Mamona

Segmentos do agronegócio da mamona I – diagnóstico da ricinocultura da Região de Irecê, estado da Bahia

Atualmente a microrregião de Irecê, Estado da Bahia, é o centro de produção de mamona (Ricinus communis L.) de maior expressão, onde se plantou na safra de 2003/2004, mais de 110.000 hectares, por pequenos e médios produtores, com mais de 98% deles sem financiamento da produção pelos bancos oficiais de desenvolvimento, mostrando que com os preços praticados, a cultura é viável no semi-árido brasileiro, e uma das poucas opções para os produtores que utilizam sistemas de produção de sequeiro. A região de Irecê tem 26.155 km2, com 19 municípios e mais de 375.000 habitantes, apresentando altitude entre 600 a 800 metros, precipitação pluvial média de 586 mm/ano e temperatura media do ar em torno de 23o C, o ótimo ecológico para esta euforbiácea.

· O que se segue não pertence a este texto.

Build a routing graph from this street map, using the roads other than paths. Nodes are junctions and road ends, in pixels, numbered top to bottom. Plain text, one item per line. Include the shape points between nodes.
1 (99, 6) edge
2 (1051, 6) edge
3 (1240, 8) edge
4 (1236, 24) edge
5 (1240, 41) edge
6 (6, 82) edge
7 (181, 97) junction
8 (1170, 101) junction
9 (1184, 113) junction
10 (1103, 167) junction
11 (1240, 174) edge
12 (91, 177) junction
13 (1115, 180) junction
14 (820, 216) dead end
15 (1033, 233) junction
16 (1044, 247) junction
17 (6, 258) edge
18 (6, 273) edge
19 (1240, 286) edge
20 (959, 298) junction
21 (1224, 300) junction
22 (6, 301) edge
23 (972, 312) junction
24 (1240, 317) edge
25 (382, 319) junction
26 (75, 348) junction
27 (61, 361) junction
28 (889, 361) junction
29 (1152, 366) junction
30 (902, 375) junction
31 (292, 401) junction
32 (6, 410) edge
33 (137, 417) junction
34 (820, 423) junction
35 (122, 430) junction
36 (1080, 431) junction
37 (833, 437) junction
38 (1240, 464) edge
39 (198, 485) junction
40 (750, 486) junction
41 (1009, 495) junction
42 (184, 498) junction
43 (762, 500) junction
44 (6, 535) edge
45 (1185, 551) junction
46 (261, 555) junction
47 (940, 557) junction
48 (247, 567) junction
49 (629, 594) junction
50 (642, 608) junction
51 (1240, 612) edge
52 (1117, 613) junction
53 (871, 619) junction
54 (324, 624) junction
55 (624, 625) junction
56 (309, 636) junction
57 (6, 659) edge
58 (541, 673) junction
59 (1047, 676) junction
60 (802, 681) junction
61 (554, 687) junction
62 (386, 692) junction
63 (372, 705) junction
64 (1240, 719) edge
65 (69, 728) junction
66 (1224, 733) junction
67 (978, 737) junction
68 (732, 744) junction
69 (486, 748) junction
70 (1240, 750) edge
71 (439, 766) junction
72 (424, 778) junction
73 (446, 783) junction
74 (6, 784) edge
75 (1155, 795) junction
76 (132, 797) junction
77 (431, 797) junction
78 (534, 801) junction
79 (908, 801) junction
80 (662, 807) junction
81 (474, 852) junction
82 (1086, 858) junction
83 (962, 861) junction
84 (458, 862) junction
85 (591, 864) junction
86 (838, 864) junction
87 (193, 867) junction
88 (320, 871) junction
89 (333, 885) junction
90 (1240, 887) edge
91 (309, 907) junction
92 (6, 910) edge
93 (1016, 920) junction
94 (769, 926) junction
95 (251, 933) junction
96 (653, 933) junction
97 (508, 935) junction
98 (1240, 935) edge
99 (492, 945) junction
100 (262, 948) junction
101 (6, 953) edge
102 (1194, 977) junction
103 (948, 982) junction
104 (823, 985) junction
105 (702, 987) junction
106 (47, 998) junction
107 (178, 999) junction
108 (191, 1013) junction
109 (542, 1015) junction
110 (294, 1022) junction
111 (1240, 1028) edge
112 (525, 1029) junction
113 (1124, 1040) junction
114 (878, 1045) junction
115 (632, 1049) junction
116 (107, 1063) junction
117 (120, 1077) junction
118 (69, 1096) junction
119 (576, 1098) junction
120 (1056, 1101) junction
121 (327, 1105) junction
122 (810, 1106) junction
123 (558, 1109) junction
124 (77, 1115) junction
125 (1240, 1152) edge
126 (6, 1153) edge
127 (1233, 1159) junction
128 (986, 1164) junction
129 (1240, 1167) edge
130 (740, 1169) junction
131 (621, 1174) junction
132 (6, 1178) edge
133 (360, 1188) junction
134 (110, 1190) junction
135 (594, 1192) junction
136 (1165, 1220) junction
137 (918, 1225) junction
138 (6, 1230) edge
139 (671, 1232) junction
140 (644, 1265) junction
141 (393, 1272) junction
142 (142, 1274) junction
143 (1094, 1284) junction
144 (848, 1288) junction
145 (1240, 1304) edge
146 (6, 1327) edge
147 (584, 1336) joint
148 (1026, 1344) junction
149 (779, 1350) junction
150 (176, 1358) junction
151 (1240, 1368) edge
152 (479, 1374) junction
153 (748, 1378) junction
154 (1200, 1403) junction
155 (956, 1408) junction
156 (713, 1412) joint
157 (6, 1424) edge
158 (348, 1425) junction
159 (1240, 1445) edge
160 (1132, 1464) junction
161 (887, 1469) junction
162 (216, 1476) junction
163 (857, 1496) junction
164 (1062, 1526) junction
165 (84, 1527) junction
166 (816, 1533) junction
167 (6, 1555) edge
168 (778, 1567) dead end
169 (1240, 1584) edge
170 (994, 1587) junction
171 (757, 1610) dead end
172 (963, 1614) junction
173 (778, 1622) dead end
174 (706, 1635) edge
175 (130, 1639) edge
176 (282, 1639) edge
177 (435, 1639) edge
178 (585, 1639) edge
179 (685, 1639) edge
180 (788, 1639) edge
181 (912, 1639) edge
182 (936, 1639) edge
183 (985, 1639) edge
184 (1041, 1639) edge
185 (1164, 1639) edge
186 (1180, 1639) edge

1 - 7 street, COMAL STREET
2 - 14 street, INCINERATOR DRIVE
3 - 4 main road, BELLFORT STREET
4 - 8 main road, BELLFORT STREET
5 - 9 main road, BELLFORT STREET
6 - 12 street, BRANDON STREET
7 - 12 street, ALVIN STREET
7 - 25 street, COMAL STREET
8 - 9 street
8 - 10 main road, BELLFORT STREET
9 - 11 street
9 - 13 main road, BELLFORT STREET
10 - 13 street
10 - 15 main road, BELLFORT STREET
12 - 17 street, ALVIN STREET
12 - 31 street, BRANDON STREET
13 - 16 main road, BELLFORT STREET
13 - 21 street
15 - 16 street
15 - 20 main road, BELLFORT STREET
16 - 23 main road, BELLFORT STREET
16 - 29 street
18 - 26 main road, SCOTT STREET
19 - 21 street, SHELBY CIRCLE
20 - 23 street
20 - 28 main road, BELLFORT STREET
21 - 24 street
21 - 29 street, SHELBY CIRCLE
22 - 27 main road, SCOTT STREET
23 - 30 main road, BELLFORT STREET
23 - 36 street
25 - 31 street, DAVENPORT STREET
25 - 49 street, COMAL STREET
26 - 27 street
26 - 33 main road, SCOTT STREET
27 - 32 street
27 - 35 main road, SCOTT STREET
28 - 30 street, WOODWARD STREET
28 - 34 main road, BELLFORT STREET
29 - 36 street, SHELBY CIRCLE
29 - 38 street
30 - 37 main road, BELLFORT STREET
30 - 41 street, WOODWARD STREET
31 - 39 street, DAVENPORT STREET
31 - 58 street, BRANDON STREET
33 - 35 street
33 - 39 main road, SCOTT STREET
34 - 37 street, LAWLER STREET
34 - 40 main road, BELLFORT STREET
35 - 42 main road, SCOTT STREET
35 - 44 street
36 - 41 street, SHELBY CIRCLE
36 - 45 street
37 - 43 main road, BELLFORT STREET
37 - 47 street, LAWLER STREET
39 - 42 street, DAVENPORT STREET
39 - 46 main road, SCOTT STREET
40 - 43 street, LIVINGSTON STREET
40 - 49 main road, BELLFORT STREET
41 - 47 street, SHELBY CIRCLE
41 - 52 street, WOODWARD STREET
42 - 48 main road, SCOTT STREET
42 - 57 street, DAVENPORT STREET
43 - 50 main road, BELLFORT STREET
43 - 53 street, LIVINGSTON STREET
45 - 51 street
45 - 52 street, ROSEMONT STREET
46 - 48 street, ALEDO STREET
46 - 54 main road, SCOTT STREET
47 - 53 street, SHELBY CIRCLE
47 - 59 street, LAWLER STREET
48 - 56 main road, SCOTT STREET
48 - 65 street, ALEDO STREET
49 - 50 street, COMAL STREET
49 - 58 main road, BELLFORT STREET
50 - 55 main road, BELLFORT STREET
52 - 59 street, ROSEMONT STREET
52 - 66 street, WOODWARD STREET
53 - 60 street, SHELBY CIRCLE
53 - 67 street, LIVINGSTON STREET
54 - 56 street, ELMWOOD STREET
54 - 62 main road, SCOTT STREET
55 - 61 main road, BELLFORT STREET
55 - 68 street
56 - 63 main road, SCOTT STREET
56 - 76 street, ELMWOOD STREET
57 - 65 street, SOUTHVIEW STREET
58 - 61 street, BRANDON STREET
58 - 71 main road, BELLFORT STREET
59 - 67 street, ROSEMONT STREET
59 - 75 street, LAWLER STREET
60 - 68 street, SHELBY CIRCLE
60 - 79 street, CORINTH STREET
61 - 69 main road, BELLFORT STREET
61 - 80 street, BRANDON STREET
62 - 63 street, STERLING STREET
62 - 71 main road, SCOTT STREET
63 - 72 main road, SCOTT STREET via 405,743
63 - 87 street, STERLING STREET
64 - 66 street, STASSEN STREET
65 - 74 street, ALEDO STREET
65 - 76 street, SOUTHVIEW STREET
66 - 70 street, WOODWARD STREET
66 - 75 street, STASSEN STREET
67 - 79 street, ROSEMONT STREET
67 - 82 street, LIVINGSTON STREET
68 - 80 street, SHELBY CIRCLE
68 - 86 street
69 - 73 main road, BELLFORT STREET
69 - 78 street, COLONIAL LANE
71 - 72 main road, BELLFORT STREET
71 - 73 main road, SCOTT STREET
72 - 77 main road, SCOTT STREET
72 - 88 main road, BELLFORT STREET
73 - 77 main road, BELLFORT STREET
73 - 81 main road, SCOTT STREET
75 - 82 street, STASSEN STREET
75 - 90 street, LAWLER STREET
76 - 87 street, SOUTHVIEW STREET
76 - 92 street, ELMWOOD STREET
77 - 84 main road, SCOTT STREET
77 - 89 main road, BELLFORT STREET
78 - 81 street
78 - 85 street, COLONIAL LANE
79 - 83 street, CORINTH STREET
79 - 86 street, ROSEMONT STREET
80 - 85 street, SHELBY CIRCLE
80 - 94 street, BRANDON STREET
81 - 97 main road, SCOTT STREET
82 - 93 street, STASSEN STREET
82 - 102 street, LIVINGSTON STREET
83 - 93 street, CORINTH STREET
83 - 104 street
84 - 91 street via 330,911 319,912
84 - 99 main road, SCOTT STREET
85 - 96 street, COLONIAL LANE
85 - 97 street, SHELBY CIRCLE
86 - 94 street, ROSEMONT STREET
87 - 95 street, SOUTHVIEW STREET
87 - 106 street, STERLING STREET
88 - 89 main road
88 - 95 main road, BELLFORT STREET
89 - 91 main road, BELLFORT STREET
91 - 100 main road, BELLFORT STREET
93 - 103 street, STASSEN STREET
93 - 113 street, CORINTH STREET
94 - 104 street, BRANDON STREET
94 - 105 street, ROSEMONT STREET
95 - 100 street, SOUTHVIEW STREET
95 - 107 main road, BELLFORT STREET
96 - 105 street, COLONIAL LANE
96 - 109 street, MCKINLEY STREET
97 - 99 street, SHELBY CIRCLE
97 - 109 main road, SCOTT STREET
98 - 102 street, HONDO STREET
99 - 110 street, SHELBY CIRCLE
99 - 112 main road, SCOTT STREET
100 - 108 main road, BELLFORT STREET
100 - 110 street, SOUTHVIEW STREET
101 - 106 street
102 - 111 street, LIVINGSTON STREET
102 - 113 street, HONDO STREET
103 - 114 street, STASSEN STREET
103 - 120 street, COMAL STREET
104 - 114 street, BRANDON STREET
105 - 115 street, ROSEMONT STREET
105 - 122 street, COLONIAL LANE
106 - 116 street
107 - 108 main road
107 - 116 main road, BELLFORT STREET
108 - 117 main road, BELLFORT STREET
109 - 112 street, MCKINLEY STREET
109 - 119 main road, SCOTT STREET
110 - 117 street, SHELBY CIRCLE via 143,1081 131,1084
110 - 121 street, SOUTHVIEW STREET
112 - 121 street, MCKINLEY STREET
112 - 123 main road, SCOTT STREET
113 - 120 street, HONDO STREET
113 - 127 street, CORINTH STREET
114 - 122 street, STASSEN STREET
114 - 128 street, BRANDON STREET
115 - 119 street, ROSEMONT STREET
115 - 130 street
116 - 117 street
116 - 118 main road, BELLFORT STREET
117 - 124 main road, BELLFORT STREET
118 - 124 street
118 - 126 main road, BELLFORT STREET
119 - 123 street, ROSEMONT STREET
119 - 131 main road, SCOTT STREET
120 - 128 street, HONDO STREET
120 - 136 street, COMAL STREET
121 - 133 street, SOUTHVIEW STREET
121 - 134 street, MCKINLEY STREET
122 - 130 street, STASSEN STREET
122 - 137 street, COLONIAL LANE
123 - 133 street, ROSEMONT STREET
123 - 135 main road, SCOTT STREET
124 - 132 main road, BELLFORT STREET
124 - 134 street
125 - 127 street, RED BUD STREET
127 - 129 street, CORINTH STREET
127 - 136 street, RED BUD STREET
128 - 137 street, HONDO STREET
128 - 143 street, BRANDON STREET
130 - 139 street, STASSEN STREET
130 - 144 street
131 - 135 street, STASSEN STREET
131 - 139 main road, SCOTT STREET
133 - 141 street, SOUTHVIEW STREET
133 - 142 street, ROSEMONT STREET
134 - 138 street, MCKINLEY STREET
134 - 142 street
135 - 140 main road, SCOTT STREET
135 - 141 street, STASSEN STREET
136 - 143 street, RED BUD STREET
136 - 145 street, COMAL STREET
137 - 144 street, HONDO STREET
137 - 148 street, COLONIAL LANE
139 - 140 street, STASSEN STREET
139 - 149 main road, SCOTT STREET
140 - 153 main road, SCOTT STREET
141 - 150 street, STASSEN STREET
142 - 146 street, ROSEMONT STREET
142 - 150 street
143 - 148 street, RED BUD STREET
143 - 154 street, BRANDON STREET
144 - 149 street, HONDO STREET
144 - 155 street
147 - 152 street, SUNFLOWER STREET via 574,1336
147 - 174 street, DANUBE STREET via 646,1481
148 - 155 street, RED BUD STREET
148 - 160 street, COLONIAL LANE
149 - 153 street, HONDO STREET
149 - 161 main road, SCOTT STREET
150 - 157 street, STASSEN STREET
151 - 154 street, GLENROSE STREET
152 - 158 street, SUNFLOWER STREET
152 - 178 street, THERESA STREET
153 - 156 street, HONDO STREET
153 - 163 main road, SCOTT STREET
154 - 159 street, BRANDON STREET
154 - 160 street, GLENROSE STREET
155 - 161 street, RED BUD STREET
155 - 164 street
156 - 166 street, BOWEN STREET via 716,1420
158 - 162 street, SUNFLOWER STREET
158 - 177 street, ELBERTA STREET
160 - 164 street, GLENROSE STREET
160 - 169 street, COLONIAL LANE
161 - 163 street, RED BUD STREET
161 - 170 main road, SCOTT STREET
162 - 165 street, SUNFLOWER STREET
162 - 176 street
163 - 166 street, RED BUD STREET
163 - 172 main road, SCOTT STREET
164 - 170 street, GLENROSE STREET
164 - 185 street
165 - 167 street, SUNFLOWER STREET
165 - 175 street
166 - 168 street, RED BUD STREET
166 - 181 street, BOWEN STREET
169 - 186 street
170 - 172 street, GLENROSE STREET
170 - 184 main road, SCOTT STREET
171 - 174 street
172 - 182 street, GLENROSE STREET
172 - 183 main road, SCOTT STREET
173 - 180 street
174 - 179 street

Nesta microrregião, os produtores não utilizam sementes certificadas, o plantio é manual, o solo em geral é preparado com a grade aradora (muito negativo, pois promove erosão e compactação), o consorcio em geral é feito com feijão de arranca e às vezes com milho (contra indicado) e em geral planta-se o feijão e/ou milho para depois de 15 a 25 dias plantar a mamona, sendo muito ruim para a oleaginosa, pois amplia a competição pelo substrato ecológico.